Collection entries
════
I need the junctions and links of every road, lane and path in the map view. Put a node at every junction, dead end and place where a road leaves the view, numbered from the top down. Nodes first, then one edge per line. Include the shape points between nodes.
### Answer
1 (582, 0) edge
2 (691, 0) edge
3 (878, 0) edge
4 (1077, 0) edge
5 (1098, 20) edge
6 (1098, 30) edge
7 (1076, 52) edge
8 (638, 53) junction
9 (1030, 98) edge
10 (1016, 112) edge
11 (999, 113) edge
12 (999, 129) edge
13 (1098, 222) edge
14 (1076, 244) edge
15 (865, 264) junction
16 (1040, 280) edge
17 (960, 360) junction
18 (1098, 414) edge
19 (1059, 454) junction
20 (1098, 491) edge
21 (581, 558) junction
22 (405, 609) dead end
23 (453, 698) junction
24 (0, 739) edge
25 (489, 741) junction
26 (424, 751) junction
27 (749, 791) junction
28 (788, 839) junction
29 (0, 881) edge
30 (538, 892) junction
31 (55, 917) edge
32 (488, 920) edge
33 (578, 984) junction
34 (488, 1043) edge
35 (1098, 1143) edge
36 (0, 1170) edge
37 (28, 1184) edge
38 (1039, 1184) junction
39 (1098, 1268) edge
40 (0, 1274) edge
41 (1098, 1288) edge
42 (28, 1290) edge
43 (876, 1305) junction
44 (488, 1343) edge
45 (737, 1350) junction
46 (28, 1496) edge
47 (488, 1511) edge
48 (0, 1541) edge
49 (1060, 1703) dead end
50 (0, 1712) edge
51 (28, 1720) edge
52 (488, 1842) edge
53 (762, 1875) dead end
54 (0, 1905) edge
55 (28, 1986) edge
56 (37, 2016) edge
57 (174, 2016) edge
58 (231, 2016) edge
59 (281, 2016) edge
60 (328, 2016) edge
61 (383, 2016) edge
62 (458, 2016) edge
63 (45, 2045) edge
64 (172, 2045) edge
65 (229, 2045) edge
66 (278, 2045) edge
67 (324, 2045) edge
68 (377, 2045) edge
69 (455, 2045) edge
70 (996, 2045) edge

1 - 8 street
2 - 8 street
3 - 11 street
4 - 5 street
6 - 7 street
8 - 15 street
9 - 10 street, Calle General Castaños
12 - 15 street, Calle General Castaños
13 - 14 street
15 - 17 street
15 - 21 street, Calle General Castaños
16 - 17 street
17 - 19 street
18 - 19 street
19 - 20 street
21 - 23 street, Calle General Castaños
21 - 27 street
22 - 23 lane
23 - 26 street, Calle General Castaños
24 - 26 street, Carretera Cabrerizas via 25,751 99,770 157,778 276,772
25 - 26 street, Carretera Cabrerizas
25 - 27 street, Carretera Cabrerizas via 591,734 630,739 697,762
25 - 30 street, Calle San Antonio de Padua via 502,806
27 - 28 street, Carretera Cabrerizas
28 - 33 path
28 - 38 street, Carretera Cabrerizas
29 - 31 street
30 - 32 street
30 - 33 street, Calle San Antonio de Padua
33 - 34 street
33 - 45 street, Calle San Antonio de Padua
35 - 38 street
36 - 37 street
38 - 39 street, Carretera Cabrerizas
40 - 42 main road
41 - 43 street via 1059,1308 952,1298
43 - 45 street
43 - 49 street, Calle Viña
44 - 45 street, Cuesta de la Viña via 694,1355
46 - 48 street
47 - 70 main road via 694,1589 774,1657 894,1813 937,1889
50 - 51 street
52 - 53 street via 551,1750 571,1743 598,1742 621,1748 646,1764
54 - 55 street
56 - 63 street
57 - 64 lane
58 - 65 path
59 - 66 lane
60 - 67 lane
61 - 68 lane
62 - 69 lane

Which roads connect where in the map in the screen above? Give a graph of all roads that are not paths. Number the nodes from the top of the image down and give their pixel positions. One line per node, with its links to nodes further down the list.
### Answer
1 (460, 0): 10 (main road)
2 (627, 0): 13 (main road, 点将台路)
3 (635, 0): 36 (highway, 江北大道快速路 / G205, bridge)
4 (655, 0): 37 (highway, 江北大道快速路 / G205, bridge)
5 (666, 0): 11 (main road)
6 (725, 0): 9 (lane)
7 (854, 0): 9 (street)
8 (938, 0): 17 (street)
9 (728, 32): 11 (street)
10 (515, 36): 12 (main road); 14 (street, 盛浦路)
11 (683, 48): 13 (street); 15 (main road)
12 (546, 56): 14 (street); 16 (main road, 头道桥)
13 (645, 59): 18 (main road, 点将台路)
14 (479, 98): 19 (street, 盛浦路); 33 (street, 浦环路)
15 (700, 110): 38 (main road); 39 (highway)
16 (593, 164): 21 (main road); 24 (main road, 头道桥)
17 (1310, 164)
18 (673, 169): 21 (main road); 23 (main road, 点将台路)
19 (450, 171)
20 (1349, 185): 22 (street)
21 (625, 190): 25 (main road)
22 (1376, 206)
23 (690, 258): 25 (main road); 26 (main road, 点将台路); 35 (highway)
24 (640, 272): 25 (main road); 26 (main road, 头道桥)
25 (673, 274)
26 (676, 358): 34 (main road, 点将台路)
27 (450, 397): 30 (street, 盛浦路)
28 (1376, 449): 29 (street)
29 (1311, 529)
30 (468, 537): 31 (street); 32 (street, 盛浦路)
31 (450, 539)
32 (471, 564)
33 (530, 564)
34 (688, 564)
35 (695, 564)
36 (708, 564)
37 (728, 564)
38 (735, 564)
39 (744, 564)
════
**Exercise**
Repeat every record above exactly as it appears.

**Your response**
I need the junctions and links of every road, lane and path in the map view. Put a node at every junction, dead end and place where a road leaves the view, numbered from the top down. Nodes first, then one edge per line. Include the shape points between nodes.
### Answer
1 (582, 0) edge
2 (691, 0) edge
3 (878, 0) edge
4 (1077, 0) edge
5 (1098, 20) edge
6 (1098, 30) edge
7 (1076, 52) edge
8 (638, 53) junction
9 (1030, 98) edge
10 (1016, 112) edge
11 (999, 113) edge
12 (999, 129) edge
13 (1098, 222) edge
14 (1076, 244) edge
15 (865, 264) junction
16 (1040, 280) edge
17 (960, 360) junction
18 (1098, 414) edge
19 (1059, 454) junction
20 (1098, 491) edge
21 (581, 558) junction
22 (405, 609) dead end
23 (453, 698) junction
24 (0, 739) edge
25 (489, 741) junction
26 (424, 751) junction
27 (749, 791) junction
28 (788, 839) junction
29 (0, 881) edge
30 (538, 892) junction
31 (55, 917) edge
32 (488, 920) edge
33 (578, 984) junction
34 (488, 1043) edge
35 (1098, 1143) edge
36 (0, 1170) edge
37 (28, 1184) edge
38 (1039, 1184) junction
39 (1098, 1268) edge
40 (0, 1274) edge
41 (1098, 1288) edge
42 (28, 1290) edge
43 (876, 1305) junction
44 (488, 1343) edge
45 (737, 1350) junction
46 (28, 1496) edge
47 (488, 1511) edge
48 (0, 1541) edge
49 (1060, 1703) dead end
50 (0, 1712) edge
51 (28, 1720) edge
52 (488, 1842) edge
53 (762, 1875) dead end
54 (0, 1905) edge
55 (28, 1986) edge
56 (37, 2016) edge
57 (174, 2016) edge
58 (231, 2016) edge
59 (281, 2016) edge
60 (328, 2016) edge
61 (383, 2016) edge
62 (458, 2016) edge
63 (45, 2045) edge
64 (172, 2045) edge
65 (229, 2045) edge
66 (278, 2045) edge
67 (324, 2045) edge
68 (377, 2045) edge
69 (455, 2045) edge
70 (996, 2045) edge

1 - 8 street
2 - 8 street
3 - 11 street
4 - 5 street
6 - 7 street
8 - 15 street
9 - 10 street, Calle General Castaños
12 - 15 street, Calle General Castaños
13 - 14 street
15 - 17 street
15 - 21 street, Calle General Castaños
16 - 17 street
17 - 19 street
18 - 19 street
19 - 20 street
21 - 23 street, Calle General Castaños
21 - 27 street
22 - 23 lane
23 - 26 street, Calle General Castaños
24 - 26 street, Carretera Cabrerizas via 25,751 99,770 157,778 276,772
25 - 26 street, Carretera Cabrerizas
25 - 27 street, Carretera Cabrerizas via 591,734 630,739 697,762
25 - 30 street, Calle San Antonio de Padua via 502,806
27 - 28 street, Carretera Cabrerizas
28 - 33 path
28 - 38 street, Carretera Cabrerizas
29 - 31 street
30 - 32 street
30 - 33 street, Calle San Antonio de Padua
33 - 34 street
33 - 45 street, Calle San Antonio de Padua
35 - 38 street
36 - 37 street
38 - 39 street, Carretera Cabrerizas
40 - 42 main road
41 - 43 street via 1059,1308 952,1298
43 - 45 street
43 - 49 street, Calle Viña
44 - 45 street, Cuesta de la Viña via 694,1355
46 - 48 street
47 - 70 main road via 694,1589 774,1657 894,1813 937,1889
50 - 51 street
52 - 53 street via 551,1750 571,1743 598,1742 621,1748 646,1764
54 - 55 street
56 - 63 street
57 - 64 lane
58 - 65 path
59 - 66 lane
60 - 67 lane
61 - 68 lane
62 - 69 lane

Which roads connect where in the map in the screen above? Give a graph of all roads that are not paths. Number the nodes from the top of the image down and give their pixel positions. One line per node, with its links to nodes further down the list.
### Answer
1 (460, 0): 10 (main road)
2 (627, 0): 13 (main road, 点将台路)
3 (635, 0): 36 (highway, 江北大道快速路 / G205, bridge)
4 (655, 0): 37 (highway, 江北大道快速路 / G205, bridge)
5 (666, 0): 11 (main road)
6 (725, 0): 9 (lane)
7 (854, 0): 9 (street)
8 (938, 0): 17 (street)
9 (728, 32): 11 (street)
10 (515, 36): 12 (main road); 14 (street, 盛浦路)
11 (683, 48): 13 (street); 15 (main road)
12 (546, 56): 14 (street); 16 (main road, 头道桥)
13 (645, 59): 18 (main road, 点将台路)
14 (479, 98): 19 (street, 盛浦路); 33 (street, 浦环路)
15 (700, 110): 38 (main road); 39 (highway)
16 (593, 164): 21 (main road); 24 (main road, 头道桥)
17 (1310, 164)
18 (673, 169): 21 (main road); 23 (main road, 点将台路)
19 (450, 171)
20 (1349, 185): 22 (street)
21 (625, 190): 25 (main road)
22 (1376, 206)
23 (690, 258): 25 (main road); 26 (main road, 点将台路); 35 (highway)
24 (640, 272): 25 (main road); 26 (main road, 头道桥)
25 (673, 274)
26 (676, 358): 34 (main road, 点将台路)
27 (450, 397): 30 (street, 盛浦路)
28 (1376, 449): 29 (street)
29 (1311, 529)
30 (468, 537): 31 (street); 32 (street, 盛浦路)
31 (450, 539)
32 (471, 564)
33 (530, 564)
34 (688, 564)
35 (695, 564)
36 (708, 564)
37 (728, 564)
38 (735, 564)
39 (744, 564)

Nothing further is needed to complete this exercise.